Прощённые долги - Инна Тронина
Шрифт:
Интервал:
Закладка:
– Что ж, пусть попробует! – Зарница улыбки скользнулся по лицу Озирского, и тут же он стал серьёзным.
– Это не игрушки, Андрей, можешь мне поверить, – тихо, грустно заметил Филипп. – Я до сих пор не знаю, подозревает ли Уссер лично меня. Он умеет скрывать свои чувства до поры до времени. К тому же, Сёма чувствует себя виноватым за прошлогодний провал с золотом. Тогда всё удалось свалить на Кислякова. За устранение Веталя Уссер мне тоже признателен. Никаких вопросов он мне в связи с этим не задавал, потому что я загодя сумел перевести стрелки. А вот тут это сделать будет очень трудно. Нас там было пятеро. Значит, круг поисков резко сужается. Смотри в оба, Андрей, и береги семью.
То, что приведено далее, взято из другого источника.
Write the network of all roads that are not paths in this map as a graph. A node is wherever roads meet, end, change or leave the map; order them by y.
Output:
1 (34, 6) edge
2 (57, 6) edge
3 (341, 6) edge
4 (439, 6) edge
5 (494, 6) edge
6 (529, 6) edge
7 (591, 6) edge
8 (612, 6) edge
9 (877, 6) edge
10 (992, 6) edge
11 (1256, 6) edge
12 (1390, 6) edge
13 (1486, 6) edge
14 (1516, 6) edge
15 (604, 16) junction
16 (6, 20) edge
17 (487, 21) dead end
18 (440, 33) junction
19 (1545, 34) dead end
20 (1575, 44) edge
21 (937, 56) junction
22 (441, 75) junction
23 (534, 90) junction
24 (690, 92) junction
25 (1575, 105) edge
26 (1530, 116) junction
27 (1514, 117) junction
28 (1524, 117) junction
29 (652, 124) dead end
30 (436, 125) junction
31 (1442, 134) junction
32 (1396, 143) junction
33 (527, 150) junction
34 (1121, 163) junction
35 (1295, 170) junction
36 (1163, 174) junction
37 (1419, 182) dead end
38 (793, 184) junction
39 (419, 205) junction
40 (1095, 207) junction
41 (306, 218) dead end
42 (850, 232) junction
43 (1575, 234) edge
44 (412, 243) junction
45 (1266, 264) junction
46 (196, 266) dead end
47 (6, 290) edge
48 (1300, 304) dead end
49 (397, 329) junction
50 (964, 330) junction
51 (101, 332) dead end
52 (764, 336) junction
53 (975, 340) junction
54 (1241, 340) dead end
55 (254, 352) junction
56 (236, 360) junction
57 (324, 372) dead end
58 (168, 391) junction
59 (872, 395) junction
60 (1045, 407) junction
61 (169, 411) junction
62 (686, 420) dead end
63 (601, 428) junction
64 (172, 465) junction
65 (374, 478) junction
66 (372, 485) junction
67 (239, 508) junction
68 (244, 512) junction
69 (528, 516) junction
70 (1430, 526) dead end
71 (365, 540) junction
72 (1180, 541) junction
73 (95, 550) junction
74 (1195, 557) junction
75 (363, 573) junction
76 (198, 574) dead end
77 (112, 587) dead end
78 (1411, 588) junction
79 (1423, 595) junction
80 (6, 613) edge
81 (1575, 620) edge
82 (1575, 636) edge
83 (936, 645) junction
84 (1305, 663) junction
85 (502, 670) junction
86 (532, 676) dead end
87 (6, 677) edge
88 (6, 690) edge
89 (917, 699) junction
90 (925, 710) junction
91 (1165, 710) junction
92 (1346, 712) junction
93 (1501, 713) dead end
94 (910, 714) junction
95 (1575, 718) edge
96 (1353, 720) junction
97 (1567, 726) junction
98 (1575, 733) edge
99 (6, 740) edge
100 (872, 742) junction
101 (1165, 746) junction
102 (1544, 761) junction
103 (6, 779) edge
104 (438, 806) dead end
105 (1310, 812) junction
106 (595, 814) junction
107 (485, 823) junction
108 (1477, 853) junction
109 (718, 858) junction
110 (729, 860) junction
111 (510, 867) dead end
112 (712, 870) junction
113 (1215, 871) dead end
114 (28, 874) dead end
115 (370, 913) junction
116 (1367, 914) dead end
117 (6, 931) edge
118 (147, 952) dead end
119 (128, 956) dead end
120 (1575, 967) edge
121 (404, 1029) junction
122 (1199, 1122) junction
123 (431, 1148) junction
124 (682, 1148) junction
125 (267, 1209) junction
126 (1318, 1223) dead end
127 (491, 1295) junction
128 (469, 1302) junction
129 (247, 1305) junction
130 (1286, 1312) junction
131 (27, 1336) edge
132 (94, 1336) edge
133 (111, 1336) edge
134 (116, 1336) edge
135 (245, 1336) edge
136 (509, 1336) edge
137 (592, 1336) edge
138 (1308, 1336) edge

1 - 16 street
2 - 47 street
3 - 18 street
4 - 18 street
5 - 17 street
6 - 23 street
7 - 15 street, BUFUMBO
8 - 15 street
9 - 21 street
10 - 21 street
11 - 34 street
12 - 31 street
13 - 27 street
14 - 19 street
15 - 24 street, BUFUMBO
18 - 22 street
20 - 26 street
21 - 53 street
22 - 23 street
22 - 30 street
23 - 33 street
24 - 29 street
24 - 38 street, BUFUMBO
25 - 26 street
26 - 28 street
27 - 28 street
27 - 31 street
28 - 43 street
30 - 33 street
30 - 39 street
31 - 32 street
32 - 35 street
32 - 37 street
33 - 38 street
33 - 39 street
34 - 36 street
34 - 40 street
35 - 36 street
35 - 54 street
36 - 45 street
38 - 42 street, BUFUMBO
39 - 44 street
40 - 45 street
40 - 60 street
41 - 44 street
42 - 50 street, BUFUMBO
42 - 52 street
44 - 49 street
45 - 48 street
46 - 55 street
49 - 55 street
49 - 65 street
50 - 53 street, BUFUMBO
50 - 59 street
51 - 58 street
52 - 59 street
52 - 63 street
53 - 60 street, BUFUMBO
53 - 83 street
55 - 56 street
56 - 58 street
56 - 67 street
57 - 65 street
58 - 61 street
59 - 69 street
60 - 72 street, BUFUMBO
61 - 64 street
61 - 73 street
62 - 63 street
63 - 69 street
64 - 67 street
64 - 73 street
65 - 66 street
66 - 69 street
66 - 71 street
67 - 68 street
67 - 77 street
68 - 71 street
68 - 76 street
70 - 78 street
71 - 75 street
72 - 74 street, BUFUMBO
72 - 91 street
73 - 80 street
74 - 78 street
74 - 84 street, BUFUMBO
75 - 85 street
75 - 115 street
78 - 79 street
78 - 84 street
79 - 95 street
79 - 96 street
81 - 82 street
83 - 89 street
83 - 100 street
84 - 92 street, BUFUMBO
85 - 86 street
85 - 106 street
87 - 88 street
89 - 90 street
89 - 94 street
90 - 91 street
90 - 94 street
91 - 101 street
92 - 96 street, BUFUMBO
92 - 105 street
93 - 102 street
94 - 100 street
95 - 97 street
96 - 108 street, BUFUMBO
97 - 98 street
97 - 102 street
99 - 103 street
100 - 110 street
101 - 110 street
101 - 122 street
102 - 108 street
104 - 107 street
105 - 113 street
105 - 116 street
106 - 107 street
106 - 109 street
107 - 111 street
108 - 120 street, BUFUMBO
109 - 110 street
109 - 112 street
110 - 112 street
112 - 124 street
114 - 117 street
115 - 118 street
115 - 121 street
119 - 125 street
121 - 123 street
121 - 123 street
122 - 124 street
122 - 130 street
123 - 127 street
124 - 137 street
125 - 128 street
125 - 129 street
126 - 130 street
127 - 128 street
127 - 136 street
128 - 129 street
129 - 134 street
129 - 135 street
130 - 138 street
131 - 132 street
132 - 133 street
Они ведь тебя могут схватить и за это слабое место.
– Да понимаю я всё, Филипп, можешь не объяснять! – досадливо мотнул головой Озирский. – Первый день, что ли, на свете живу? Конечно, всё может быть. Знай только одно – тебя я не заложу ни при каких обстоятельствах, и того агента тоже.
– Знаешь, совсем недалеко отсюда, в Белоострове, есть дачный дом. В нашей среде он именуется «банькой». Если ты раньше о нём не слышал, я тебя просвещу… – Обер помолчал, внимательно глядя в пустую кружку из-под молока. – Это застенок. Я такого раньше нигде не видел. Им пользуются члены нескольких группировок. В любую минуту «банька» готова принять очередную жертву. Рэкеты ею часто пользуются, да и другие тоже…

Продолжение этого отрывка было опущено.